Posted: Tue, 30 Jan 2018 12:03

Lewis cinema shows Star Wars on first Sunday opening

The cinema on the Isle of Lewis has opened on a Sunday for the first time as it held a trial screening in the face of Sabbatarian opposition.

The An Lanntair arts venue in Stornoway sold out as it showed Star Wars: The Last Jedi this weekend. Around 250 people watched the film while others built a model Death Star at a workshop.

An Lanntair has traditionally closed on Sundays, along with other businesses on the island, to ensure observance of the Christian 'sabbath'.

Elly Fletcher, the centre's chief executive, told BBC Scotland no decision had been made on whether to open the centre in the long-term. She said the trial opening was a "very genuine audience research exercise".

"Sabbath observance is something very important to the Isle of Lewis... we are mindful and respectful of that."

The National Secular Society's spokesperson in Scotland, Alistair McBay, welcomed the initial opening and said he hoped it would set a precedent.

"Congratulations to all at An Lanntair for standing up for freedom from religion. Hopefully in years to come many more Lewis residents will be able to enjoy their weekends as they wish, rather than having their plans dictated by self-privileging religious bullies."

Two protesters gathered at the screening to condemn it. Rev James MacIver, of Stornoway Free Church, said Sundays gave people time for the "spiritual side of their lives". He also claimed it would have been "better" if the church had been consulted before the decision was made.

"I think it is better when there are things that impact on other important services in the community that one should discuss them," he said.

Mr McBay rejected that statement. "This is a sinister suggestion dressed up as a reasonable one. Businesses should feel no obligation to ask religious groups whether they may or may not open. If the religious do not like Sunday opening, they are under no obligation to attend."

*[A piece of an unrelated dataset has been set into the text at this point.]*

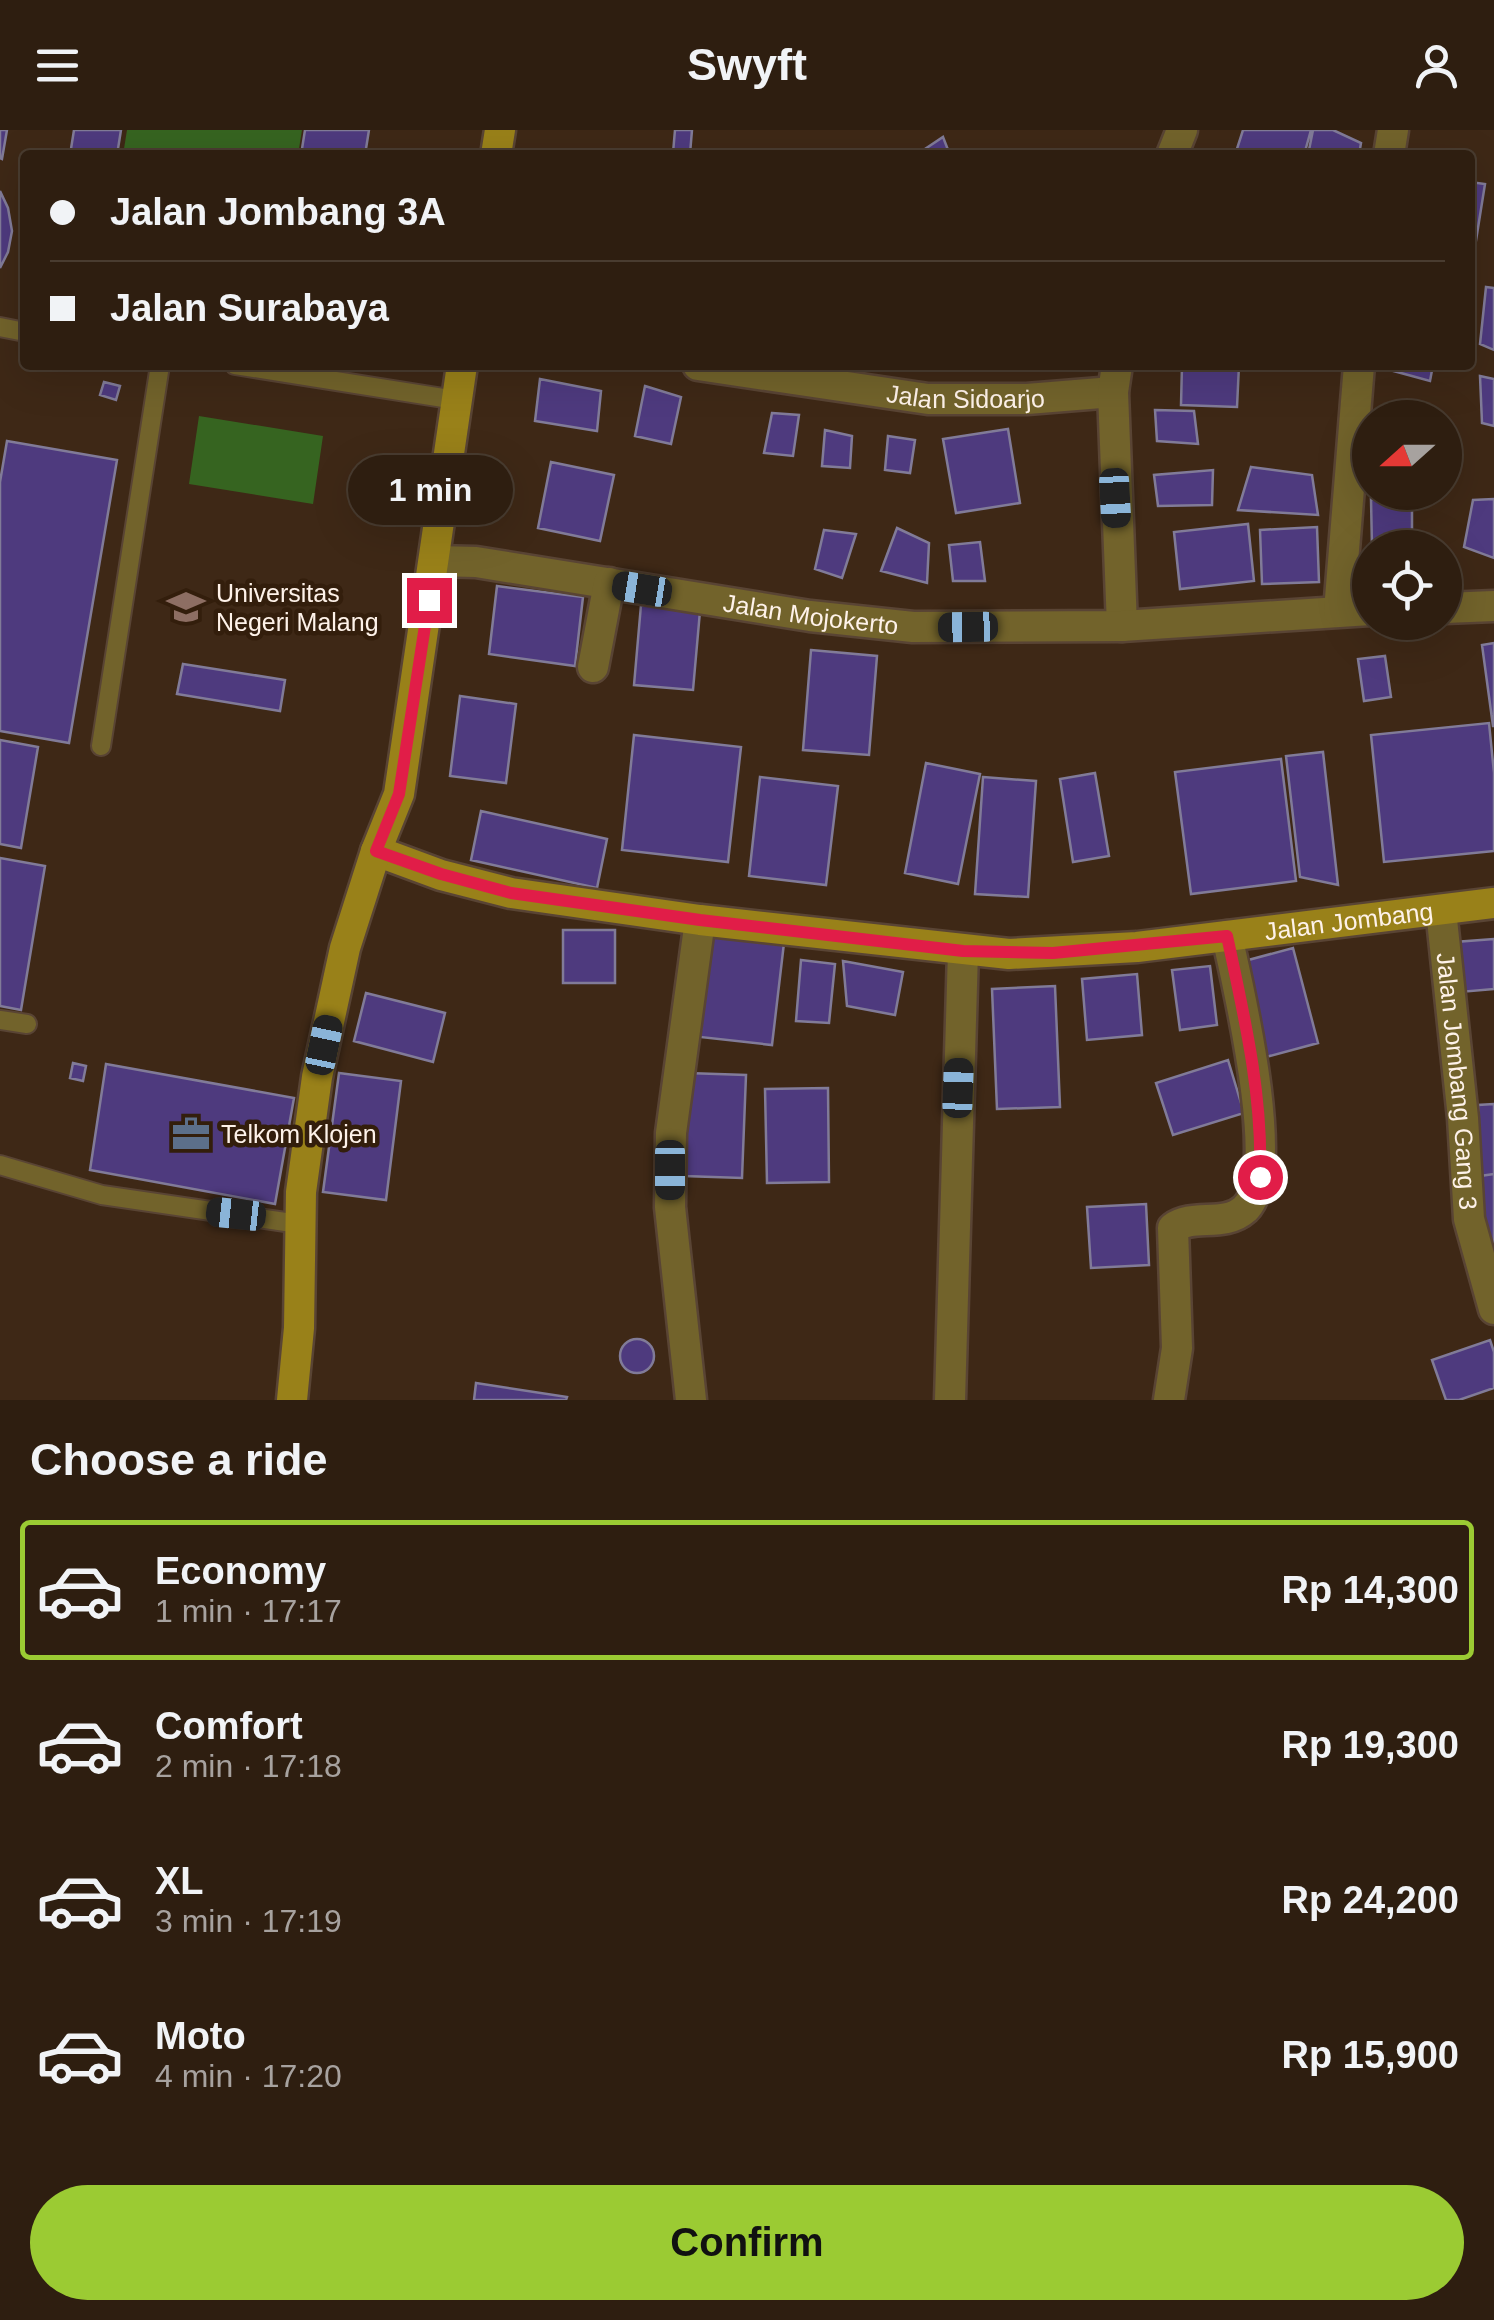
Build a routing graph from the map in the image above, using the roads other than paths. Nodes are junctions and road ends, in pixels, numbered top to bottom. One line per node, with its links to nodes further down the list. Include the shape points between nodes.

At one point 'sabbath' observance on Lewis, which has a strong Presbyterian heritage, was so strict that park play swings would be chained up on Saturdays at dusk. Those who weren't particularly devout would also refrain from gardening or putting washing out to dry lest it offend their more observant neighbours.

In recent years there has been a measure of liberalisation. In 2002 the first Sunday commercial flight landed at Stornoway. CalMac ferries first sailed in and out of the island on Sunday 19 July, 2009.

But the local authority leisure centre in Stornoway remains closed on Sundays, despite campaigners raising money to open it. Many businesses, such as Stornoway Golf Club, still close on Sundays.

And in November the NSS reported that a group called Day One, formerly the Lord's Day Observance Society, was harassing and intimidating those which opened. In one example which captured national attention, the owner of a shop in Stornoway was shouted at and sent letters and a bible over her decision to open on Sundays.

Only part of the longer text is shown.